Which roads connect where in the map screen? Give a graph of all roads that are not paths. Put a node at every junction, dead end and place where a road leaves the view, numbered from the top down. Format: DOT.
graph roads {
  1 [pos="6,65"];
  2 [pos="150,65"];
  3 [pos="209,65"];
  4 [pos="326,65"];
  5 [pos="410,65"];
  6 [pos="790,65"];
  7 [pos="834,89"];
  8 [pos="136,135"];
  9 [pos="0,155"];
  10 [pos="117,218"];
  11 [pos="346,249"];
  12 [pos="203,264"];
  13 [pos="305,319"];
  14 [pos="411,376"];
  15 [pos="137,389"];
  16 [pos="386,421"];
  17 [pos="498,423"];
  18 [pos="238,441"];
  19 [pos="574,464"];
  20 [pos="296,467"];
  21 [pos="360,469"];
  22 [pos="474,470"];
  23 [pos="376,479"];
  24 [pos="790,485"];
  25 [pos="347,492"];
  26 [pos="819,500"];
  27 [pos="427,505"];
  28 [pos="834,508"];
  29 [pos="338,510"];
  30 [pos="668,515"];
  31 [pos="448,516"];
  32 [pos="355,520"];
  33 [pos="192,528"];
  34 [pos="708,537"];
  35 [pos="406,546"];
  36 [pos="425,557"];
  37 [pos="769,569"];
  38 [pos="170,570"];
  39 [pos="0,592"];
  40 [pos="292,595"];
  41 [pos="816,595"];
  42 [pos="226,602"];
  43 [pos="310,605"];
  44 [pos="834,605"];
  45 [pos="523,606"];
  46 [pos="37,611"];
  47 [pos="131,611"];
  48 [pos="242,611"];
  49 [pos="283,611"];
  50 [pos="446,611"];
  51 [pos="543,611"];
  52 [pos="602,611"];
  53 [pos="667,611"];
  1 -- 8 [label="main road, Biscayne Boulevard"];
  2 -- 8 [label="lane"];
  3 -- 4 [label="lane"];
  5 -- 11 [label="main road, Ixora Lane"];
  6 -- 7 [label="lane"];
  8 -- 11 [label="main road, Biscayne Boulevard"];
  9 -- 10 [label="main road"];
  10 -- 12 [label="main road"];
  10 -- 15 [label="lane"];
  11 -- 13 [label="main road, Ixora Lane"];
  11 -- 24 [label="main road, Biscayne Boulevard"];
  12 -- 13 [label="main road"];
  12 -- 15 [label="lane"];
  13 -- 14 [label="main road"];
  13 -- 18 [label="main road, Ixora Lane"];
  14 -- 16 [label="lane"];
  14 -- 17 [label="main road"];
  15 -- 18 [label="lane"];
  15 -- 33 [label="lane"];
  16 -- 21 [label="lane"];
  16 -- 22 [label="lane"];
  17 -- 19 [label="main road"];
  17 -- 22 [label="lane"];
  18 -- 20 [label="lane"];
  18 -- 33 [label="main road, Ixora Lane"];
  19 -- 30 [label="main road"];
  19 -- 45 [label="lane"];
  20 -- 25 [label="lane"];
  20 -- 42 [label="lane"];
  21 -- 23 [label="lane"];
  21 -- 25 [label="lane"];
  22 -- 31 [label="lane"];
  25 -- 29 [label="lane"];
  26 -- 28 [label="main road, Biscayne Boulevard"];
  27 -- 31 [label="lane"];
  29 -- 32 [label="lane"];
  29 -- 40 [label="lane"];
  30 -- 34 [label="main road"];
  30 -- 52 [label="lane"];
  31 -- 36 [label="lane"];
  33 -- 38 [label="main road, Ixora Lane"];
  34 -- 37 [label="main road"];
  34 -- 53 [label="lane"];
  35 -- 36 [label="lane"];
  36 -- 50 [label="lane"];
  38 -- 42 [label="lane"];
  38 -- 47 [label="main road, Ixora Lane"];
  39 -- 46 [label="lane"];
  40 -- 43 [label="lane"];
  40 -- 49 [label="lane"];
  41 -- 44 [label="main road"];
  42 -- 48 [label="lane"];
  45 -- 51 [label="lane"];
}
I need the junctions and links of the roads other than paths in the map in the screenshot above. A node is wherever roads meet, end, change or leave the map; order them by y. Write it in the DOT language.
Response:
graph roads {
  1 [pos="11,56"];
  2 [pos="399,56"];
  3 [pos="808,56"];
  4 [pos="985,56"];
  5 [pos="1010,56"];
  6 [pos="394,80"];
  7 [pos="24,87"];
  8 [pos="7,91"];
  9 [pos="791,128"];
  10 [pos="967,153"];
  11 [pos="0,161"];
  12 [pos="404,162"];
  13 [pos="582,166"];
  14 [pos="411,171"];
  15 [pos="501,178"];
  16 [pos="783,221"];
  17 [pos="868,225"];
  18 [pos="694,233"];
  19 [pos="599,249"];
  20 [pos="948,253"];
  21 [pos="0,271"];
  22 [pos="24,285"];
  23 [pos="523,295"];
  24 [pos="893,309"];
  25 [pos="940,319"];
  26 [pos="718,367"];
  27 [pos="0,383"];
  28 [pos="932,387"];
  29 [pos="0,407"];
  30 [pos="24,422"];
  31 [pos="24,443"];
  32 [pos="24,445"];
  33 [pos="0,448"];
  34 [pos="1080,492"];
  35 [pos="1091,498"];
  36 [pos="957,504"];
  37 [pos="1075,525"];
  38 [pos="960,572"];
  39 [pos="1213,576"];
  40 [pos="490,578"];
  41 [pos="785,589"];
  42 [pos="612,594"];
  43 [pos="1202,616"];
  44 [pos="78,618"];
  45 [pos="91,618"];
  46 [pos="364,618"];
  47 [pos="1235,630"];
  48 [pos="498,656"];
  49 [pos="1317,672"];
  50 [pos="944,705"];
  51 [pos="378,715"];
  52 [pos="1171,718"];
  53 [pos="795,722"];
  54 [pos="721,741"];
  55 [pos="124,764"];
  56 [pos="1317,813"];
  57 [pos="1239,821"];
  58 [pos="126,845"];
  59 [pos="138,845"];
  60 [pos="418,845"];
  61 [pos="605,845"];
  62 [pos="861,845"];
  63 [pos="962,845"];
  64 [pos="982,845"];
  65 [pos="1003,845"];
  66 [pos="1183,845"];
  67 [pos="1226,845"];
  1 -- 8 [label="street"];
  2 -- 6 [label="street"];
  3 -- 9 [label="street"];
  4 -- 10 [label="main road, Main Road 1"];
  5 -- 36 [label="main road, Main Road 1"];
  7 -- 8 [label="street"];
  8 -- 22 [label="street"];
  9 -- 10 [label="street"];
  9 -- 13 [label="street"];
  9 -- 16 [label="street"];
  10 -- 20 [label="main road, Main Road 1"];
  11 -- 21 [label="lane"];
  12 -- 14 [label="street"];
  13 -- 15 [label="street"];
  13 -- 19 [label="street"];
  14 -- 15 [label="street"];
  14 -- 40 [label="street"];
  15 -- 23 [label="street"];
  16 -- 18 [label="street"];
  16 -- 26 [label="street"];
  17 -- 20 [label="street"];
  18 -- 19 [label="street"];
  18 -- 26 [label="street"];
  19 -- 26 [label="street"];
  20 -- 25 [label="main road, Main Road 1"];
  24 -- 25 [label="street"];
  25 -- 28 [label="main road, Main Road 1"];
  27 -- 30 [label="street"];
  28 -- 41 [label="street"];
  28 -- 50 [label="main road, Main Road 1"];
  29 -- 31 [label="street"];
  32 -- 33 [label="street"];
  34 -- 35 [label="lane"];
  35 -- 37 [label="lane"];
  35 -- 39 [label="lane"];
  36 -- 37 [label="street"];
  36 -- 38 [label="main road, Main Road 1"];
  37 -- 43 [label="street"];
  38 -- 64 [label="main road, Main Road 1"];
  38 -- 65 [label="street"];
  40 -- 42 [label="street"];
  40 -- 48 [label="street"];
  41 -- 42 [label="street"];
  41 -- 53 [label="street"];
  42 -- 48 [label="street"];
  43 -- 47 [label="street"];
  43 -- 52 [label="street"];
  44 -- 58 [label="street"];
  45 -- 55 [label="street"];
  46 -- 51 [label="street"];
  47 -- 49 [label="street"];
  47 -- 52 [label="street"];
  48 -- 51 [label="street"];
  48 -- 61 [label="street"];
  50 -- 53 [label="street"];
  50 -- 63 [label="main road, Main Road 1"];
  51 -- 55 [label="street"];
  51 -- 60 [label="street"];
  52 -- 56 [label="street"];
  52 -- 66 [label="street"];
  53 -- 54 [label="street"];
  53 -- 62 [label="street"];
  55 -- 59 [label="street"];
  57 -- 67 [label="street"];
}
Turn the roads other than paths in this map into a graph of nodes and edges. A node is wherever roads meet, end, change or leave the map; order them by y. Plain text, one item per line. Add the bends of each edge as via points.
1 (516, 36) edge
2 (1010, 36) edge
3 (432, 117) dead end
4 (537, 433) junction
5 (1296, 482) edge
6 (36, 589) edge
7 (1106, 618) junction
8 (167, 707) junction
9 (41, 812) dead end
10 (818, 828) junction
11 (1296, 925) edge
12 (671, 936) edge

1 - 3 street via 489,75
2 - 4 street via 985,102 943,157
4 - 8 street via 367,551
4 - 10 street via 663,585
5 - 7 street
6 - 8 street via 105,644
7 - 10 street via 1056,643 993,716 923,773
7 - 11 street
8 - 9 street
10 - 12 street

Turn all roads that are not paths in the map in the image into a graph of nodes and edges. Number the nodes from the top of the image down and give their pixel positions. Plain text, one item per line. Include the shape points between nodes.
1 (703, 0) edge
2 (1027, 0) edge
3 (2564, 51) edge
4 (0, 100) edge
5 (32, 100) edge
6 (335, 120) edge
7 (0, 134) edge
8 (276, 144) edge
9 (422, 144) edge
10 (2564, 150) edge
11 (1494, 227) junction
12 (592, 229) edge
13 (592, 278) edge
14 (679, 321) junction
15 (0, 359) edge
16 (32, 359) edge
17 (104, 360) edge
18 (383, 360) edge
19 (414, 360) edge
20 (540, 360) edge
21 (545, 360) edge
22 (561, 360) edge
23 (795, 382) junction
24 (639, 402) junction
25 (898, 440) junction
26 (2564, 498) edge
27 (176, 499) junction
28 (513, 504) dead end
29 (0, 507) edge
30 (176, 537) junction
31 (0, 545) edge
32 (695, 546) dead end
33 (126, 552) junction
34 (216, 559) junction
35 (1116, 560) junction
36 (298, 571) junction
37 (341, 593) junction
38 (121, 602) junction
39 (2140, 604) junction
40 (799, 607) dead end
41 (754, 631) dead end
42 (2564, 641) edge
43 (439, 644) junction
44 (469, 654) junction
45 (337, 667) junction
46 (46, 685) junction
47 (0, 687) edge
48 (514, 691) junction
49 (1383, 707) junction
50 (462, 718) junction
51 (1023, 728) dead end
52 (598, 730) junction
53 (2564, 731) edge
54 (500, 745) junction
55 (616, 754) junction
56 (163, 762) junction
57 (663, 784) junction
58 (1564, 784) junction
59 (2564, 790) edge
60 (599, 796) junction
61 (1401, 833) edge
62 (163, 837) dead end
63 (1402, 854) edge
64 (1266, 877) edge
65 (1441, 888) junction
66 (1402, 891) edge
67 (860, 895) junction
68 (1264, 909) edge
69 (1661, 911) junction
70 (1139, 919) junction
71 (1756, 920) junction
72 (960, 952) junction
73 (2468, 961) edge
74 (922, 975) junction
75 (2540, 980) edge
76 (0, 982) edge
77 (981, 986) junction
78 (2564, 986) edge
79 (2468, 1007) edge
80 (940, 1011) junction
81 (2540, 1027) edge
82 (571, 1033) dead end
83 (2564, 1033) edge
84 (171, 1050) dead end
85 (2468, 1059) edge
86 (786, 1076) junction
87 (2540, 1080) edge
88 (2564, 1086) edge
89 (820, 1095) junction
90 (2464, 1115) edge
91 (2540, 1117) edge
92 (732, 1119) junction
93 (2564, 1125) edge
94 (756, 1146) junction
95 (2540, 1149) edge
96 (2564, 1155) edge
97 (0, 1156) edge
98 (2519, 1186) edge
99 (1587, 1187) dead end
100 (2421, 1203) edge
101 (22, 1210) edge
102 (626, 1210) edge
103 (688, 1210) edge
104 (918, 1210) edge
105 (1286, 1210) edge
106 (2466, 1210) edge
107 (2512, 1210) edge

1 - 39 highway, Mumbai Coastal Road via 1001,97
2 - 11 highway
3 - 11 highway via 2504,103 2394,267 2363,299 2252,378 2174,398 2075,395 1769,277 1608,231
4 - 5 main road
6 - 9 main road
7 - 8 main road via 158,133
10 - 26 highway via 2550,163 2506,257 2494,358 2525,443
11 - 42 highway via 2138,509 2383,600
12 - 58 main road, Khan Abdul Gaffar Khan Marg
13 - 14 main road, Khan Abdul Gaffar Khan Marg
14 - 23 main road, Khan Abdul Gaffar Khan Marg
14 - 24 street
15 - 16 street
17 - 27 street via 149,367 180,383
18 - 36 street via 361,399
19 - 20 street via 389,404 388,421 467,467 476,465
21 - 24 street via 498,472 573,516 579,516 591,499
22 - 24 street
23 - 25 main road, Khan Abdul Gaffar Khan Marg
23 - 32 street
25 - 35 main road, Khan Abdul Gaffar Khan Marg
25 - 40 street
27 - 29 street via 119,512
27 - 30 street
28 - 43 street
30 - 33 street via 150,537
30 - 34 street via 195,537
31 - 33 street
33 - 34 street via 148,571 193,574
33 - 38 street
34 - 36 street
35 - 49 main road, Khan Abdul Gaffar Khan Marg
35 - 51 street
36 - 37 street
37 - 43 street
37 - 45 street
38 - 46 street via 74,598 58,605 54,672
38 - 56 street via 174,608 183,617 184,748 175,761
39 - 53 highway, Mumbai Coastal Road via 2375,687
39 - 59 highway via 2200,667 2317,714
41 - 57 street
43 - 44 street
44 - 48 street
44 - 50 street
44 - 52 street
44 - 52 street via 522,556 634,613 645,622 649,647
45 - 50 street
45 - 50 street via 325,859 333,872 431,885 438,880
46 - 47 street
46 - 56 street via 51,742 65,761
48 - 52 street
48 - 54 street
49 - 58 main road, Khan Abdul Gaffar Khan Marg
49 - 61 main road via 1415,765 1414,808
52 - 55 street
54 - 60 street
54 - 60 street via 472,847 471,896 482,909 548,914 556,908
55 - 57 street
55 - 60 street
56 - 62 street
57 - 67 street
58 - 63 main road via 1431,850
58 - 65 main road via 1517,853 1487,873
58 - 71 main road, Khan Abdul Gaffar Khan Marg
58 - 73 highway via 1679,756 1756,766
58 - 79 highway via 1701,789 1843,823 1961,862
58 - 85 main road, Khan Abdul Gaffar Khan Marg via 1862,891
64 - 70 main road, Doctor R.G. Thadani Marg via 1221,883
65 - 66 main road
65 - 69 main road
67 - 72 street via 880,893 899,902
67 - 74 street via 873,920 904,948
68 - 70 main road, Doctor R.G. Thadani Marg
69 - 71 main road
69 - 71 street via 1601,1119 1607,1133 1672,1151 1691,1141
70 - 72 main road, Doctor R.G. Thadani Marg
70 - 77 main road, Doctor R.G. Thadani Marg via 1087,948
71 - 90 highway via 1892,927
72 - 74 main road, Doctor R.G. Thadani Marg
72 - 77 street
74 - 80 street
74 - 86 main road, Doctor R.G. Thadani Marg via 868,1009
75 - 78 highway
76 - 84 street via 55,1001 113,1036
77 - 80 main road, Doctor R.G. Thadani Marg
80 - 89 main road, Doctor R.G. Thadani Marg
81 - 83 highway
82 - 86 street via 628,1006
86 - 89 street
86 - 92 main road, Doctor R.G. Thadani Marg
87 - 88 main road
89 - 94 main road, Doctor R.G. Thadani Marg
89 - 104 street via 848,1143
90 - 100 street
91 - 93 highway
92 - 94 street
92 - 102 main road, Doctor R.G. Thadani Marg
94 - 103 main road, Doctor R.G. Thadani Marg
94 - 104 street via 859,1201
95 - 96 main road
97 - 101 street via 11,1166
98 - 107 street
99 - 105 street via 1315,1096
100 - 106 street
◇ ◇ ◇ ◇ ◇ ◇ ◇
Return a copy of each line in the entries that carries the string "Coastal".

Exercise answer:
1 - 39 highway, Mumbai Coastal Road via 1001,97
39 - 53 highway, Mumbai Coastal Road via 2375,687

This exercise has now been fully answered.